China’s fertilizer industry is undergoing some major changes as one of the world’s largest consumers of fertilizers – nitrogen, phosphorus and potassium – is slowly changing its patterns of crop nutrient consumption. Out of the three fertilizer types, nitrogen accounted for about 64% of China’s total NPK crop nutrients consumed in 2014, according to the International Fertilizer Industry Association.
China remains the largest consumer of nitrogen fertilizers but it produces most of it within its borders. There are several variants of nitrogen fertilizers that are being consumed by Chinese farmers but urea is their most popular choice. In 2016, China exported almost 9 million tons of urea, a fall of 35% year-over-year. The decline in exports was due to a decrease in nitrogen capacity as the anthracite coal-based capacities were closed down in the country due to costs and environmental concerns. Despite the shutdown, pressure on prices will continue this year due to new capacity additions mainly in the United States.

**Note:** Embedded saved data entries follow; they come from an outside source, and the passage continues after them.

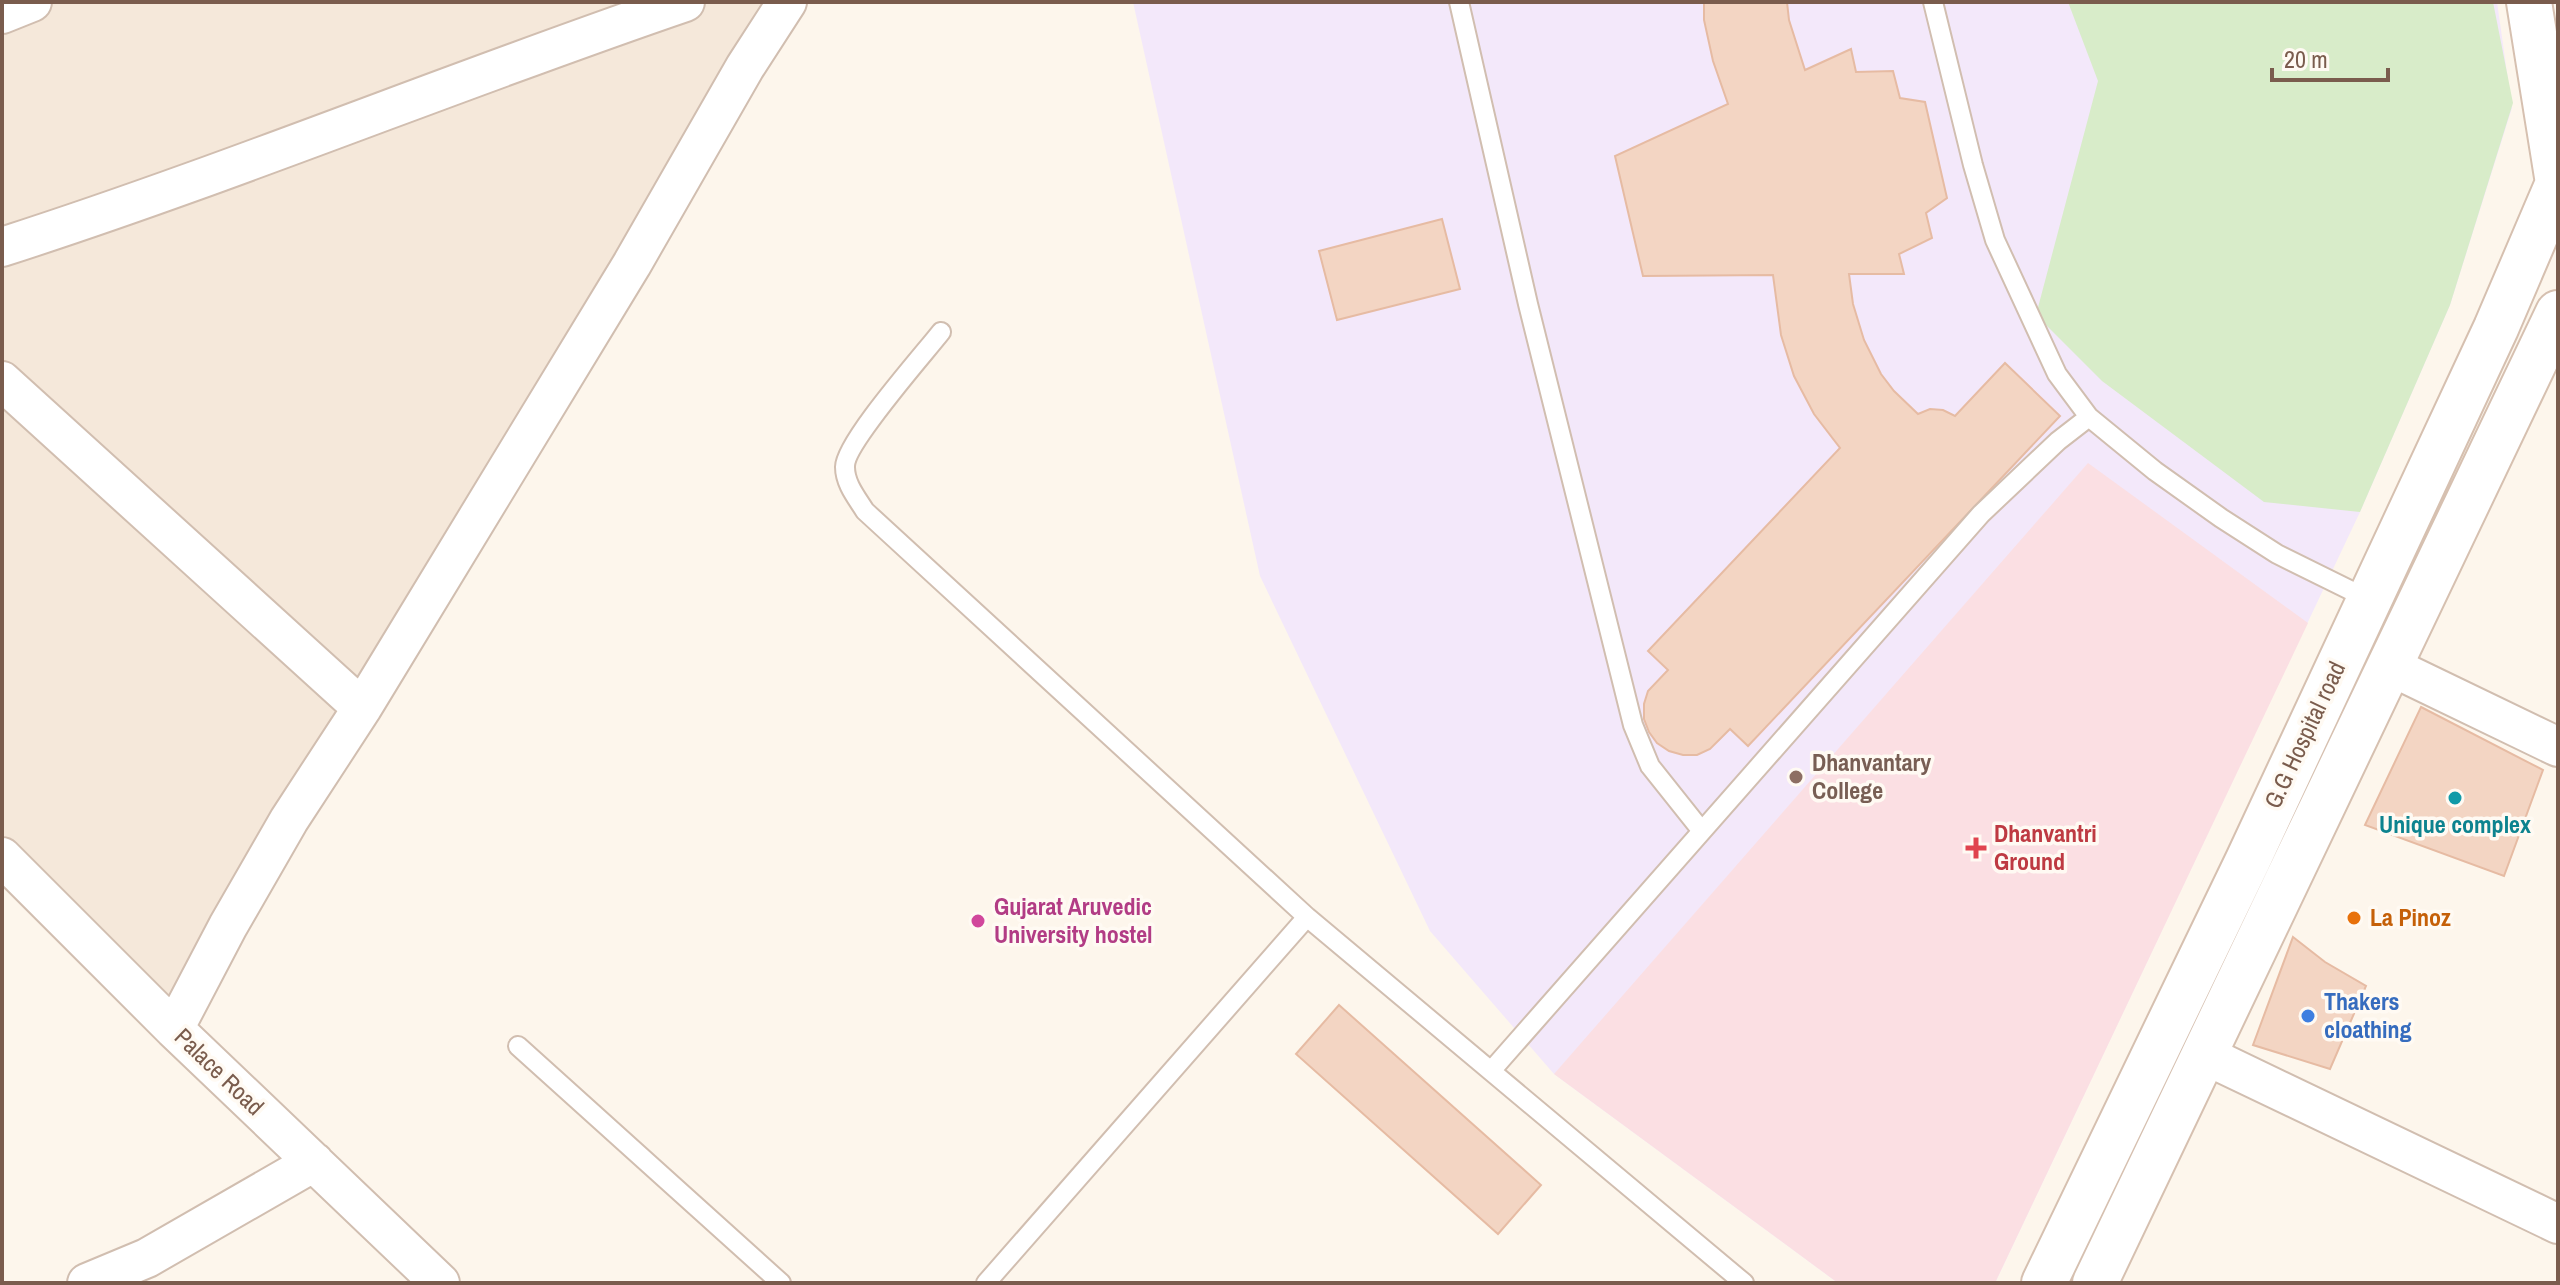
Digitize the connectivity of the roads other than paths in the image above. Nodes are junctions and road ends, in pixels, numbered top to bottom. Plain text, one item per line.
1 (32, 2) edge
2 (685, 2) edge
3 (787, 2) edge
4 (1459, 2) edge
5 (1933, 2) edge
6 (2529, 2) edge
7 (2, 14) edge
8 (2558, 183) edge
9 (2, 247) edge
10 (2558, 313) edge
11 (941, 332) dead end
12 (2, 381) edge
13 (2089, 417) junction
14 (2368, 599) junction
15 (2390, 666) junction
16 (362, 708) junction
17 (2558, 747) edge
18 (1701, 830) junction
19 (2, 857) edge
20 (1307, 917) junction
21 (174, 1029) junction
22 (518, 1046) dead end
23 (2203, 1054) junction
24 (1491, 1071) junction
25 (314, 1162) junction
26 (2558, 1224) edge
27 (1732, 1279) edge
28 (87, 1283) edge
29 (440, 1283) edge
30 (781, 1283) edge
31 (986, 1283) edge
32 (2044, 1283) edge
33 (2095, 1283) edge

1 - 7 street
2 - 9 street
3 - 16 street
4 - 18 lane
5 - 13 lane
6 - 8 main road
8 - 14 main road, G.G Hospital road
10 - 15 main road, G.G Hospital road
11 - 20 lane
12 - 16 street
13 - 14 lane
13 - 18 lane
14 - 32 main road, G.G Hospital road
15 - 17 street
15 - 23 main road, G.G Hospital road
16 - 21 street
18 - 24 lane
19 - 21 street, Palace Road
20 - 24 lane
20 - 31 lane
21 - 25 street, Palace Road
22 - 30 lane
23 - 26 street
23 - 33 main road, G.G Hospital road
24 - 27 lane
25 - 28 street
25 - 29 street, Palace Road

Phosphate exports last year had fallen year-over-year by 18% to 9.5 million metric tons while DAP (diammonium phosphate) exports fell 15.0% year-over-year in 2016. MAP (monoammonium phosphate) exports decreased by 25.0% year-over-year, while TSP (triple superphosphate) exports fell 22.0% for the same period. Due to the shutdown, analysts predict that phosphate fertilizer exports will also take a hit, as ammonia, which is the base for nitrogen fertilizers, is required for phosphatic crop nutrients. China is not a major producer of potash but it exported 0.2 million metric tons of it last year, marking a rise of 6% year-over-year.